I just returned from an exhilarating trip back east to meet up with a bunch of foodwriters. I hope to have some good written up in the days to come. I gave a presentation on salt at the end of the event and was giddy as a schoolboy for about a week afterward at the enthusiasm and interest they showed.

I just got a note from Sandra Gutierrez, who is a food writer by trade, describing her personal connection with salt.  The pink tick mark at the center of the map below depicts the site where Sandra’s story was based.

Dear Mark,
Former Site of Salinas Santa Rosa in Guatemala, now Puerto San Jose
I didn’t have a chance to tell you but my grandfather was a salt producer in Guatemala, Central America. I spent many summer vacations running around the salt boxes, and remember vividly how beautiful the mounds of collected salt looked as the sun arose each morning. I remember beautiful pyramids of golds, pinks and oranges reflecting all around us. I would run around the perimeters of the salt boxes and had many falls and scrapes that were “cured” by the salt. Ouch!

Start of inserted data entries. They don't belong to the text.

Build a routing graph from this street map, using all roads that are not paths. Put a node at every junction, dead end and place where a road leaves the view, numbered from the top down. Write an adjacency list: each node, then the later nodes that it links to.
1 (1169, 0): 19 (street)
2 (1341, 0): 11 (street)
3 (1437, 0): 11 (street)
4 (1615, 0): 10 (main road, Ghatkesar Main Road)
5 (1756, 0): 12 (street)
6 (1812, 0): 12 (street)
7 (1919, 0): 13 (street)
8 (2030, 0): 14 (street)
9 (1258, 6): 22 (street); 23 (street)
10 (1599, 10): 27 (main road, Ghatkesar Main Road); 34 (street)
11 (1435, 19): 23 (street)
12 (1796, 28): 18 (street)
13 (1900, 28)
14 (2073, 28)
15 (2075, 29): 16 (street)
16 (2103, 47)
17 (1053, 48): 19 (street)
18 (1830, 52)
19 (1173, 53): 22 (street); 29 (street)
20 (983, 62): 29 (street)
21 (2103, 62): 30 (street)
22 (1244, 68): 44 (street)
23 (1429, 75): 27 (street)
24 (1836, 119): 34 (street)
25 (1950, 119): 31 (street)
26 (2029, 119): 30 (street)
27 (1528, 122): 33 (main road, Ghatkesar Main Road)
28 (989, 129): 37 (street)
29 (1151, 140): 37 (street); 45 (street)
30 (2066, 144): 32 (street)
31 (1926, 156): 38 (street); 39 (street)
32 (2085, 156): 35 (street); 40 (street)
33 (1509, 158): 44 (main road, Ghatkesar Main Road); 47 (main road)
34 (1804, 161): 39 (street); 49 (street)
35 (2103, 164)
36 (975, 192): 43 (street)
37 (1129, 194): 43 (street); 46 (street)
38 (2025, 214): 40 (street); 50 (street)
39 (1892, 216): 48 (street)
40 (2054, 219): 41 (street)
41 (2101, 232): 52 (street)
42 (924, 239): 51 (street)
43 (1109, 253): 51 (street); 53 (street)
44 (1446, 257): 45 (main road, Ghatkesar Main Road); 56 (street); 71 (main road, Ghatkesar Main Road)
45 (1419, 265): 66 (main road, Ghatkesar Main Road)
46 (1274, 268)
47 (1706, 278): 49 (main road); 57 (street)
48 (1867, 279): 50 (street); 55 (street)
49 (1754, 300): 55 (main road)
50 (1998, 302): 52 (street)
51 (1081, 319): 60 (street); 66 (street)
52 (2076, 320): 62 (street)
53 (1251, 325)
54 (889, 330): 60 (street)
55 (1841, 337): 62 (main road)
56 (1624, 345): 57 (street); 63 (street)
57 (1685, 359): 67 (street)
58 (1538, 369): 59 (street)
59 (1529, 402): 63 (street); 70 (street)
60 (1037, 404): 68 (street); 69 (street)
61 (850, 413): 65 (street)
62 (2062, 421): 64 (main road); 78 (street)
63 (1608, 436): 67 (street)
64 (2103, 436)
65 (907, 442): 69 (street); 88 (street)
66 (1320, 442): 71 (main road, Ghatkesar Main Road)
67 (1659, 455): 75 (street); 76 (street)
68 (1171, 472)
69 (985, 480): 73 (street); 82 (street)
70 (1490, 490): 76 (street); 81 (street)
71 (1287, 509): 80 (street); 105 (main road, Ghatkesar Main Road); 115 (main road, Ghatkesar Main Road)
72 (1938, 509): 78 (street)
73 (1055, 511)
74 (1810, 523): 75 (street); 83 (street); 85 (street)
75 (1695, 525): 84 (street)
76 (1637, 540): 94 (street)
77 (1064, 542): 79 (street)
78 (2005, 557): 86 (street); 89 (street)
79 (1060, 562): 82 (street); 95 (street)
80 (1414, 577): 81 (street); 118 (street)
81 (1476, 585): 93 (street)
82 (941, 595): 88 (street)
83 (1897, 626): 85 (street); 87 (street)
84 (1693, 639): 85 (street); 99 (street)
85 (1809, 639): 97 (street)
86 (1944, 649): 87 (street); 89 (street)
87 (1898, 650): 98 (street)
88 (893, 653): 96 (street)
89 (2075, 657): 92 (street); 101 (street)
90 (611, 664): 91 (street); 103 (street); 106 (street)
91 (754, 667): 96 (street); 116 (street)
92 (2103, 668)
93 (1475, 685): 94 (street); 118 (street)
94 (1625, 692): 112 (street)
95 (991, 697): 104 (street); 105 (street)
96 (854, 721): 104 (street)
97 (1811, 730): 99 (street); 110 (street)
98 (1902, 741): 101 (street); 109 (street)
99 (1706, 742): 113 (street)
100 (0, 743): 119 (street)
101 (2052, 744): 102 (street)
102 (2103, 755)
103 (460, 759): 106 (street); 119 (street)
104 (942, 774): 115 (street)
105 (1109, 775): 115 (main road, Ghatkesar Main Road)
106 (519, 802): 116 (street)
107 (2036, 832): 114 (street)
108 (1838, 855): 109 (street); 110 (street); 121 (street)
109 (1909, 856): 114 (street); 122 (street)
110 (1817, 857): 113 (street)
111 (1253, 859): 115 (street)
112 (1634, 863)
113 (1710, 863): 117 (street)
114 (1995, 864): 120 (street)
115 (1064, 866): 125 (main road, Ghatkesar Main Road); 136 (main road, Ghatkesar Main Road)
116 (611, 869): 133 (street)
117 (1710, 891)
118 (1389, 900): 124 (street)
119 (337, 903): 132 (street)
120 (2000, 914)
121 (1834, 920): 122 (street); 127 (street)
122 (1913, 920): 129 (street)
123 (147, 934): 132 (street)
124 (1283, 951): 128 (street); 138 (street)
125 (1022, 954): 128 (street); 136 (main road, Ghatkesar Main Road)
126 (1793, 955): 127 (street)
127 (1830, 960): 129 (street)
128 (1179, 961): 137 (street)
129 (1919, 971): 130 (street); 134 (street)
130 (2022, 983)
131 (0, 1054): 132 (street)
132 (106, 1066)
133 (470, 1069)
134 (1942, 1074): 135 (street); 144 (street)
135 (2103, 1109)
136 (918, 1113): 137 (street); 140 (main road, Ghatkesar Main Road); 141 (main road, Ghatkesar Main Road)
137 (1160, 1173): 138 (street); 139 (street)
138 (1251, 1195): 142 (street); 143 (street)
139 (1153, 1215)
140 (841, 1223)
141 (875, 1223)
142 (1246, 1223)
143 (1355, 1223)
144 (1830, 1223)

The ending of this story is a sad one. In the late 1970’s the Guatemalan government expropriated our family’s land and destroyed the “salinas”. They were called “Salinas Santa Rosa”. In its place they built a port “Puerto San Jose” and the rest of the land was divided among the government representatives for their own private use. However, they couldn’t erase the beautiful memories of children playing and laughing amidst the mounds of glittering salt!